Study designs with stringent inclusion and exclusion criteria will, by definition, decrease the variability in the sample and could decrease the variability of the outcomes of interest. This decreased dispersion can better the chances of finding a statistically significant difference. However, the ability to generalize results to real-world populations diminishes as the inclusion and exclusion criteria homogenize the sample. This reflects the classic tradeoff between internal and external validity.

Not to get too technical, but the p values and confidence intervals commonly used for significance testing are based on sampling logic assumptions. As such, they apply only to results based on a sample. These tests are not appropriate if the analysis is based on data for the entire population (N) versus a sample (n) drawn from that population. This is an increasingly common scenario, such as when integrated delivery networks like Kaiser Permanente mine their electronic medical records for all their covered lives.

Practical significance

Tests to measure statistical significance and judgments that evaluate practical significance are unrelated. A difference that is a statistically significant outcome may not be practically (clinically or economically) significant, and vice versa. For example, the practical significance of a treatment that decreases average length of stay (LOS) by 0.2 days, which translates to 4.8 hours, is not likely to be meaningful to a payer, given that most hospital contracts are based on DRG or per diem, not hourly, rates — but may be meaningful to the hospital in terms of cost reduction.

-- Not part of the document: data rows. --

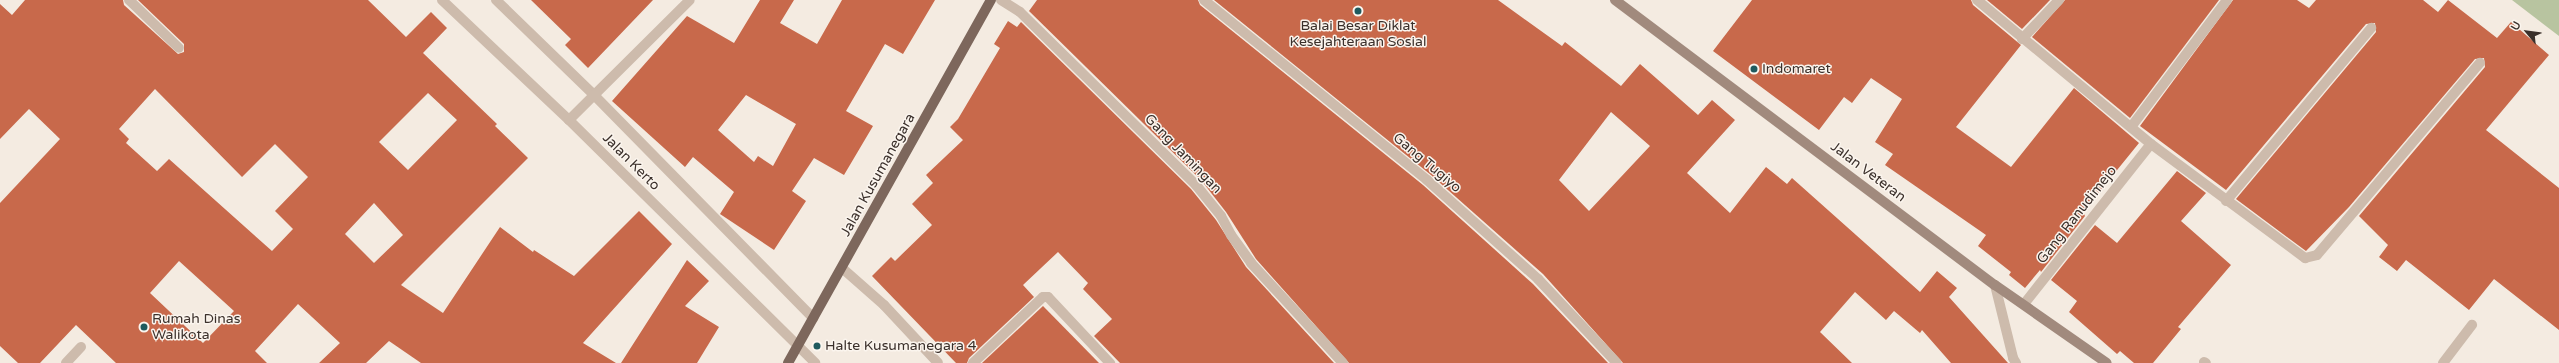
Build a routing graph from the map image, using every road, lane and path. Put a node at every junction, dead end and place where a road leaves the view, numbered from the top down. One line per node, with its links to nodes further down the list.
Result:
1 (129, 0): 14 (street)
2 (442, 0): 17 (street, Jalan Kerto)
3 (496, 0): 16 (street, Jalan Kerto)
4 (690, 0): 16 (street)
5 (991, 0): 21 (main road, Jalan Kusumanegara)
6 (1001, 0): 34 (street, Gang Jamingan)
7 (1204, 0): 35 (street, Gang Tugiyo)
8 (1615, 0): 22 (main road, Jalan Veteran)
9 (1977, 0): 13 (street)
10 (2059, 0): 13 (street)
11 (2227, 0): 18 (street)
12 (2372, 28): 20 (street)
13 (2022, 39): 18 (street)
14 (179, 48)
15 (2480, 63): 20 (street)
16 (594, 95): 17 (street); 24 (street, Jalan Kerto)
17 (569, 120): 26 (street, Jalan Kerto)
18 (2131, 127): 19 (street)
19 (2152, 144): 20 (street); 23 (street, Gang Ranudimejo)
20 (2226, 201)
21 (842, 268): 24 (main road, Jalan Kusumanegara); 31 (street)
22 (1995, 285): 23 (main road, Jalan Veteran); 36 (street)
23 (2024, 304): 37 (main road, Jalan Veteran)
24 (813, 318): 26 (main road, Jalan Kusumanegara)
25 (2472, 325): 38 (street)
26 (797, 346): 29 (main road, Jalan Kusumanegara); 30 (street, Jalan Kerto)
27 (82, 347): 28 (street)
28 (66, 363)
29 (788, 363)
30 (815, 363)
31 (938, 363)
32 (973, 363): 33 (street)
33 (1110, 363)
34 (1342, 363)
35 (1617, 363)
36 (2016, 363)
37 (2107, 363)
38 (2443, 363)

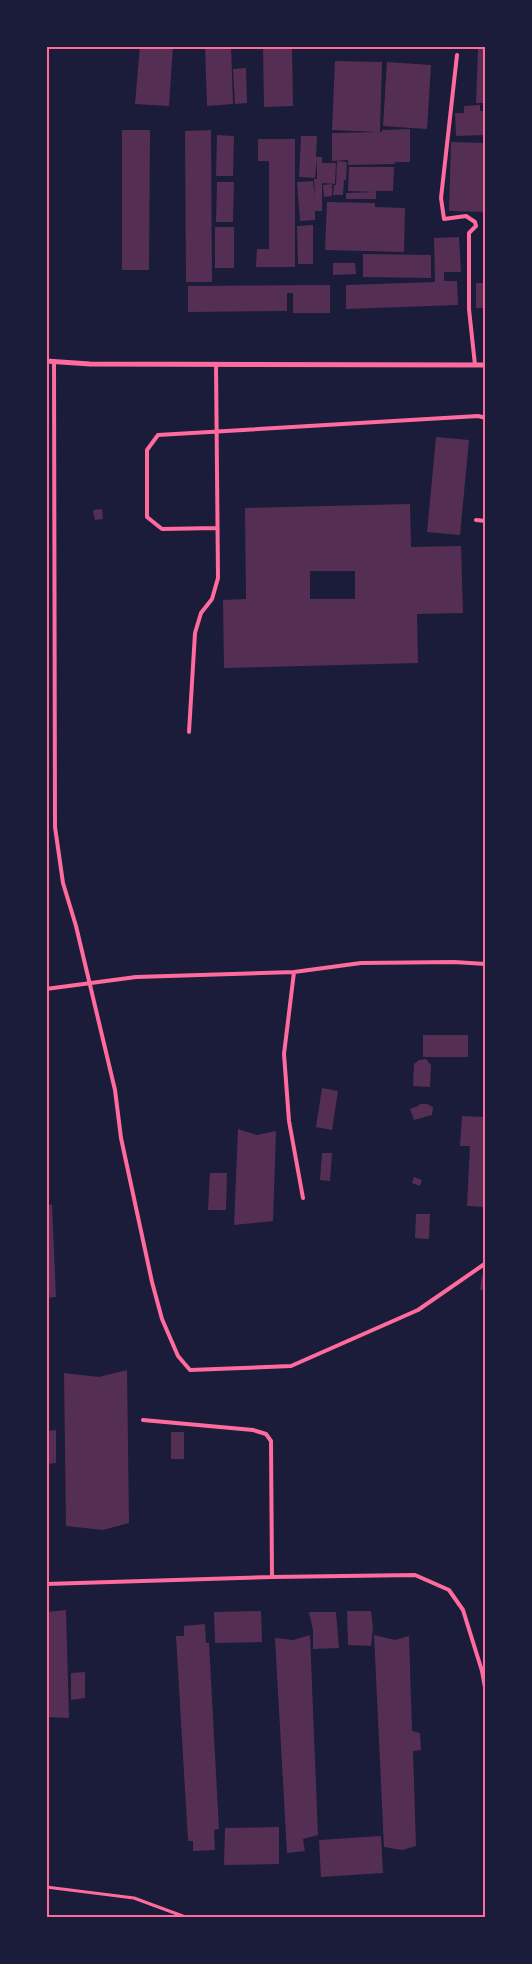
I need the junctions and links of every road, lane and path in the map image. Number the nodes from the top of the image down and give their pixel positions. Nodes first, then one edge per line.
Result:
1 (457, 55) dead end
2 (46, 361) edge
3 (54, 361) junction
4 (216, 364) junction
5 (475, 365) junction
6 (486, 365) edge
7 (486, 418) edge
8 (216, 433) junction
9 (476, 520) dead end
10 (486, 521) edge
11 (217, 528) junction
12 (189, 732) dead end
13 (486, 964) edge
14 (294, 972) junction
15 (90, 983) junction
16 (46, 989) edge
17 (303, 1198) dead end
18 (486, 1264) edge
19 (142, 1420) dead end
20 (272, 1577) junction
21 (46, 1584) edge
22 (486, 1694) edge
23 (46, 1887) edge
24 (188, 1918) edge

1 - 5 lane
2 - 3 street
3 - 4 street
3 - 15 lane
4 - 5 street
4 - 8 lane
5 - 6 street
7 - 8 lane
8 - 11 lane
8 - 11 lane
9 - 10 lane
11 - 12 lane
13 - 14 lane
14 - 15 lane
14 - 17 lane
15 - 16 lane
15 - 18 lane
19 - 20 lane
20 - 21 lane
20 - 22 lane
23 - 24 path

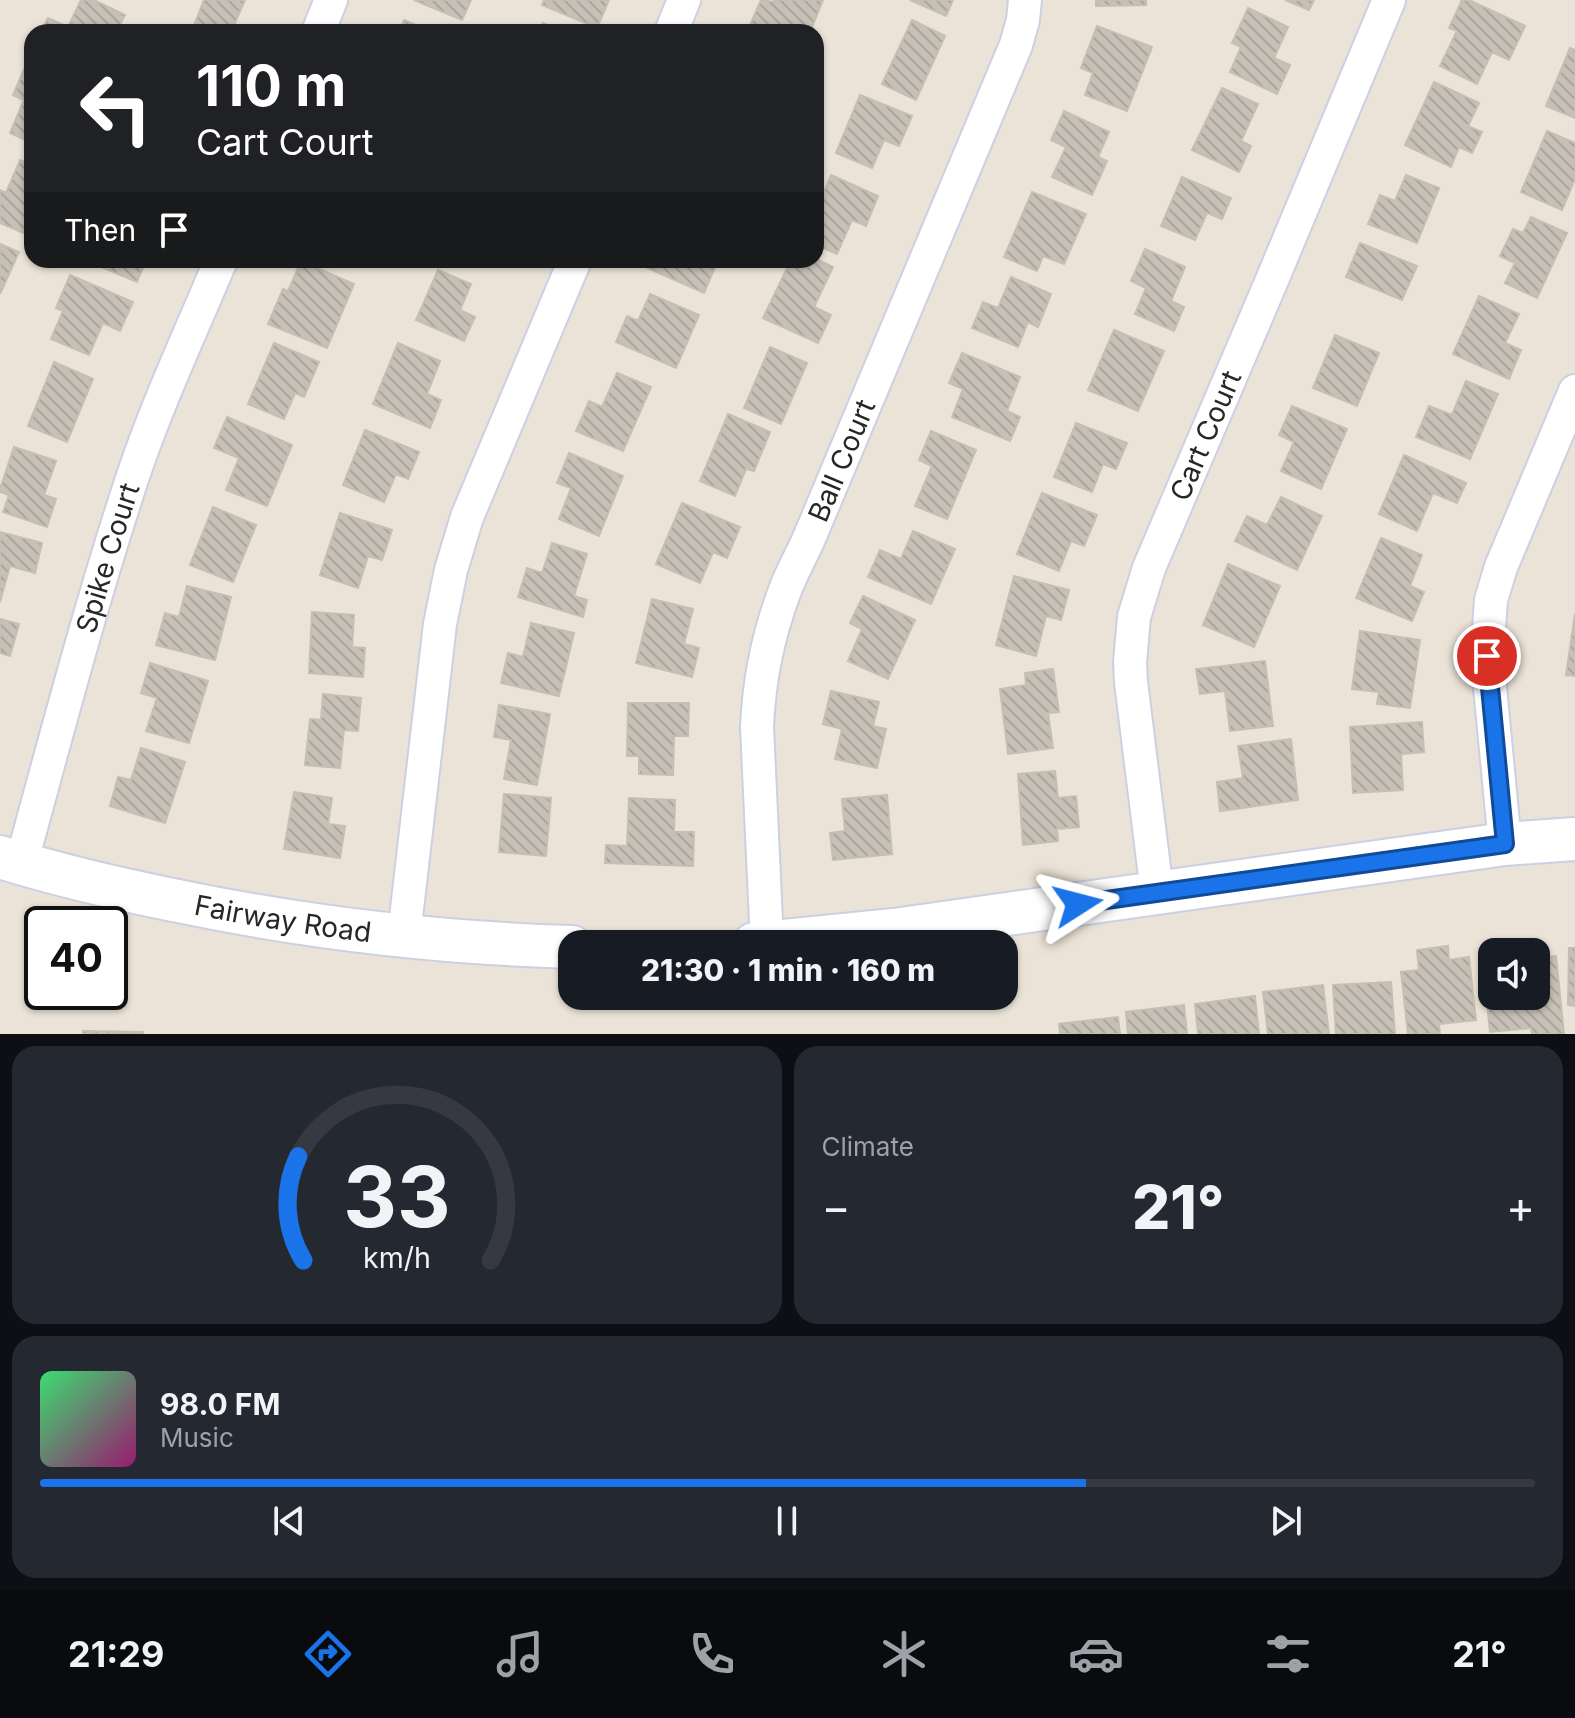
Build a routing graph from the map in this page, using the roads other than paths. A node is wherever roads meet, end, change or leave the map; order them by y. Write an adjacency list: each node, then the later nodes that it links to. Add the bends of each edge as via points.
1 (331, 0): 5 (street)
2 (684, 0): 6 (street)
3 (1025, 0): 14 (street, Ball Court, via 1016,45 785,590 767,647 757,727)
4 (1389, 0): 13 (street, Cart Court, via 1137,606 1131,682)
5 (321, 24)
6 (674, 24)
7 (218, 268): 12 (street, Spike Court, via 131,482)
8 (572, 268): 16 (street, via 467,517 451,570 438,639)
9 (1575, 391): 11 (street, via 1491,600 1487,656)
10 (1575, 839): 11 (street)
11 (1505, 844): 13 (street)
12 (10, 860): 16 (street, Fairway Road, via 204,906)
13 (1157, 892): 15 (street)
14 (766, 930)
15 (894, 930)
16 (404, 935): 17 (street, Fairway Road)
17 (558, 946)

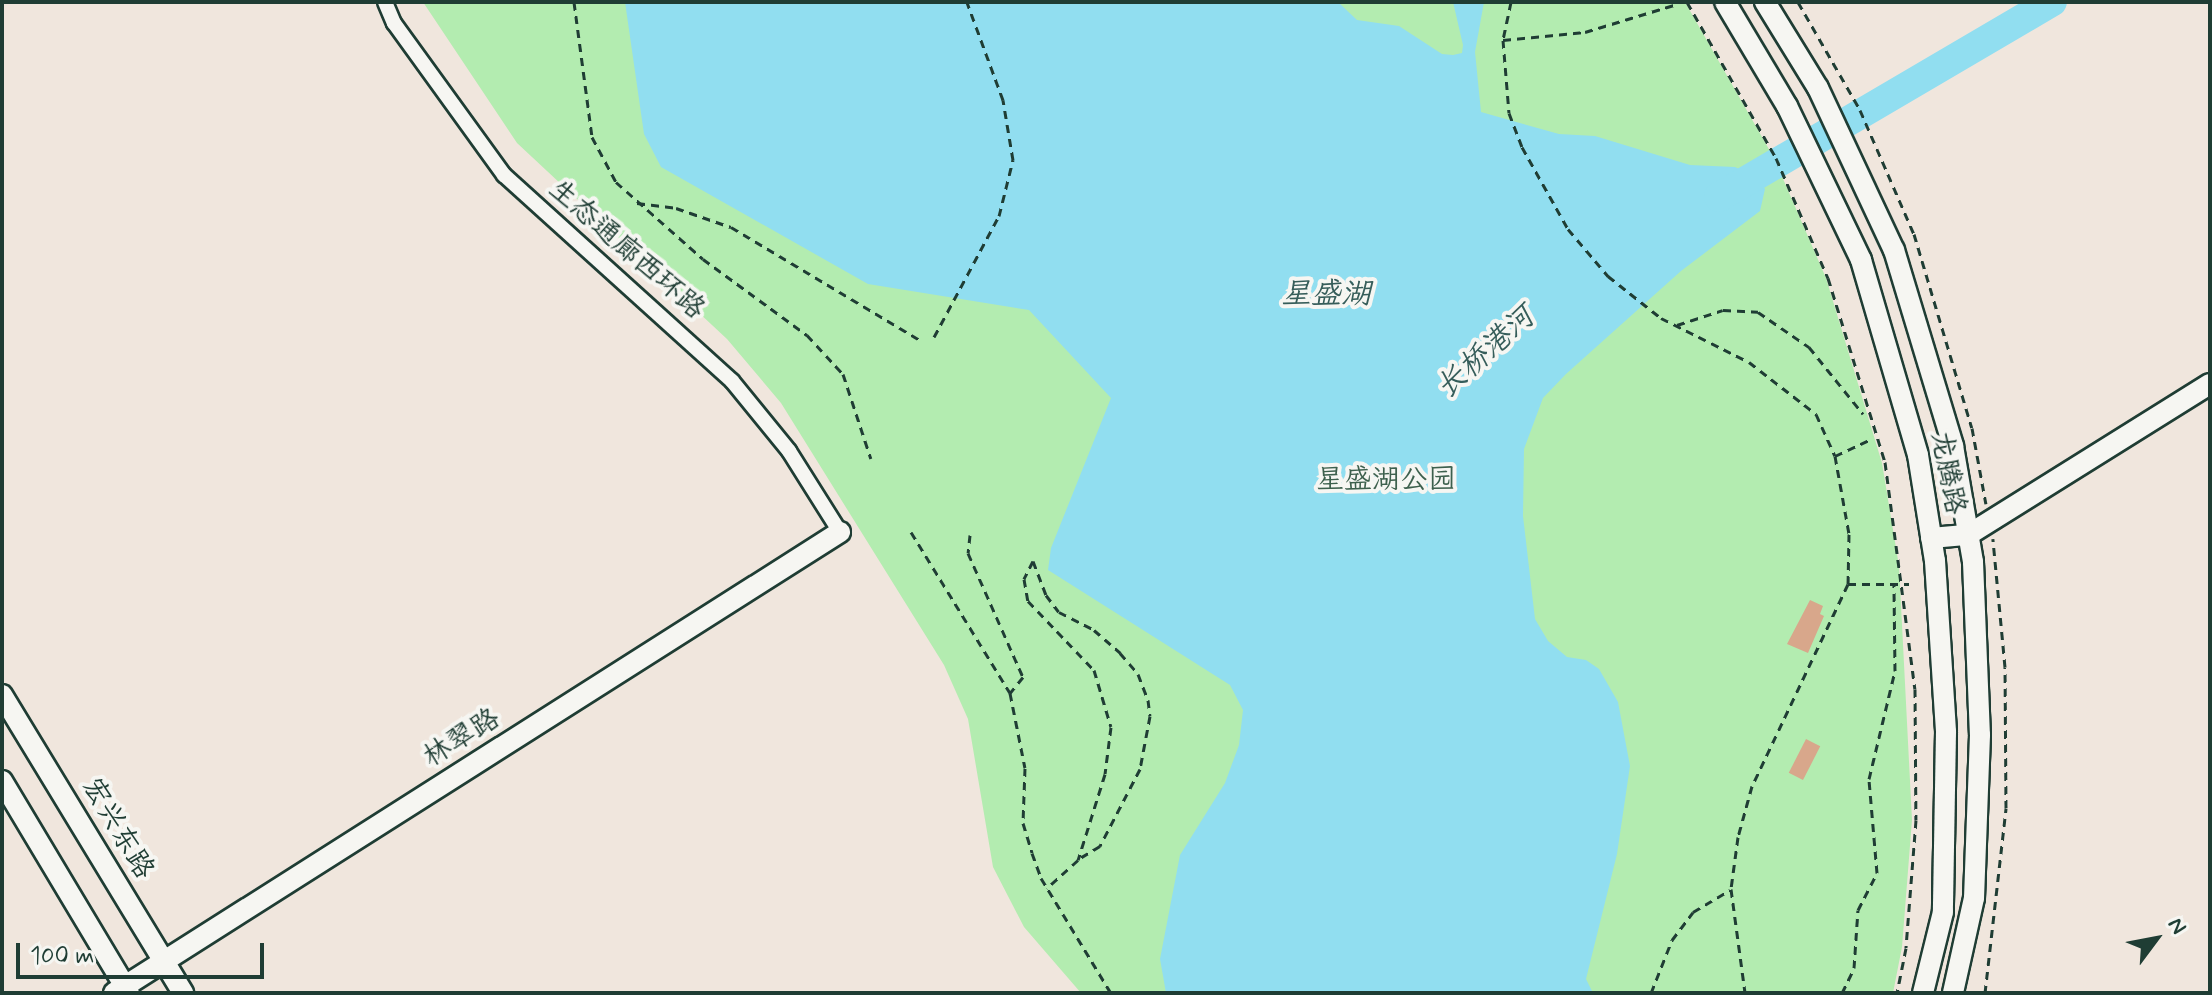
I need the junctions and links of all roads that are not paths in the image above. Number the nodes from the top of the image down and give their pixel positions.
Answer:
1 (385, 2) edge
2 (1725, 2) edge
3 (1765, 2) edge
4 (2210, 384) edge
5 (840, 532) joint
6 (1968, 535) junction
7 (1931, 538) junction
8 (2, 695) edge
9 (2, 781) edge
10 (164, 961) junction
11 (123, 991) edge
12 (183, 993) edge
13 (1923, 993) edge
14 (1953, 993) edge

1 - 5 street, 生态通廊西环路
2 - 7 main road, 龙腾路
3 - 6 main road, 龙腾路
4 - 6 main road
5 - 10 main road, 林翠路
6 - 7 main road
6 - 14 main road, 龙腾路
7 - 13 main road, 龙腾路
8 - 10 main road, 宏兴东路
9 - 11 main road
10 - 11 main road, 林翠路
10 - 12 main road, 宏兴东路

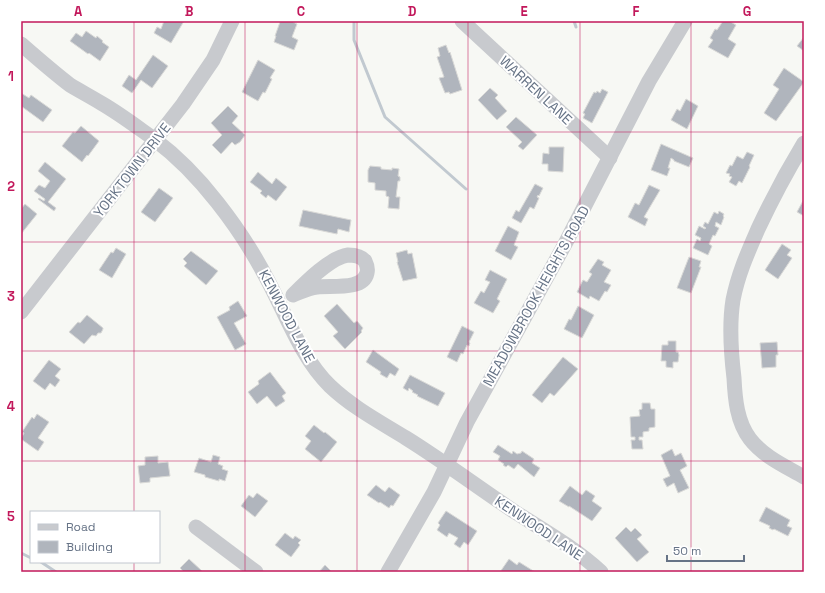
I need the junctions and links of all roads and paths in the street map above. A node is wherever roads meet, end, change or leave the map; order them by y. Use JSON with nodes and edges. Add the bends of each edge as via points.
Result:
{"nodes":[{"id":1,"x":232,"y":21,"type":"edge"},
{"id":2,"x":462,"y":21,"type":"edge"},
{"id":3,"x":685,"y":21,"type":"edge"},
{"id":4,"x":21,"y":44,"type":"edge"},
{"id":5,"x":156,"y":140,"type":"junction"},
{"id":6,"x":804,"y":143,"type":"edge"},
{"id":7,"x":610,"y":158,"type":"junction"},
{"id":8,"x":293,"y":295,"type":"dead end"},
{"id":9,"x":280,"y":304,"type":"junction"},
{"id":10,"x":21,"y":312,"type":"edge"},
{"id":11,"x":446,"y":465,"type":"junction"},
{"id":12,"x":804,"y":477,"type":"edge"},
{"id":13,"x":196,"y":527,"type":"dead end"},
{"id":14,"x":256,"y":572,"type":"edge"},
{"id":15,"x":388,"y":572,"type":"edge"},
{"id":16,"x":601,"y":572,"type":"edge"}],
"edges":[{"from":1,"to":5,"type":"street","name":"YORKTOWN DRIVE","via":[[213,60]]},
{"from":2,"to":7,"type":"street","name":"WARREN LANE"},
{"from":3,"to":7,"type":"street","name":"MEADOWBROOK HEIGHTS ROAD","via":[[649,81]]},
{"from":4,"to":5,"type":"street","name":"KENWOOD LANE","via":[[45,66]]},
{"from":5,"to":9,"type":"street","name":"KENWOOD LANE","via":[[187,168],[236,227]]},
{"from":5,"to":10,"type":"street","name":"YORKTOWN DRIVE"},
{"from":6,"to":12,"type":"street","via":[[769,206],[739,274],[731,323],[734,386],[738,413],[743,426],[749,438],[762,451]]},
{"from":7,"to":11,"type":"street","name":"MEADOWBROOK HEIGHTS ROAD","via":[[486,385]]},
{"from":8,"to":9,"type":"street"},
{"from":9,"to":11,"type":"street","name":"KENWOOD LANE","via":[[300,345],[328,384],[343,398]]},
{"from":11,"to":15,"type":"street","name":"MEADOWBROOK HEIGHTS ROAD","via":[[428,504]]},
{"from":11,"to":16,"type":"street","name":"KENWOOD LANE","via":[[555,536]]},
{"from":13,"to":14,"type":"street"}]}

Practical significance — clinical or economic — is subjective, but is critical for making sound business decisions. Expert judgment or opinion is often used as the basis for determining whether a difference in absolute or relative terms is practically significant. The expert judgment depends on the context and can be derived from key opinion leaders, clinicians, patients, or caregivers.

No matter the perspective, and regardless of whether the result is statistically significant, assessing the practical significance of a difference must answer the “So what?” question. Whereas statistical significance is based on a selected confidence level, there is no clear-cut guidance for practical significance. Translating differences into estimated cost impacts can help decision makers evaluate the practical significance of a difference, although doing so for surrogate endpoints/markers or intermediate health outcomes is fraught with difficulties and almost never clear-cut.

Payers’ views of significance

Payers are very sophisticated and make a distinction between statistically and practically significant differences. A statistically significant difference is necessary but not sufficient to payers. To have an impact on formulary and medical policy decisions, the difference must also be viewed as clinically or economically significant.

Payers are frustrated with ambiguous communications from manufacturers that state a difference is “significant.” Too often, the manufacturer is simply reporting that the difference is significant without specifying that it is “statistically significant.” Pharmacy and medical directors reviewing a manufacturer’s marketing materials are quick to say that they’ll have to review the results — a process during which they’ll confirm that the “significant” difference is statistical and critically evaluate the practical significance of the differences.

If a manufacturer believes a difference emerging from a trial is practically significant, then, to the extent they can do so without risking off-label promotion, they should make that case as clearly and convincingly as possible. Some manufacturers may even have convincing evidence that a difference can positively impact payers’ budgets. At the end of the day, payers will decide whether or not they believe a difference is significant.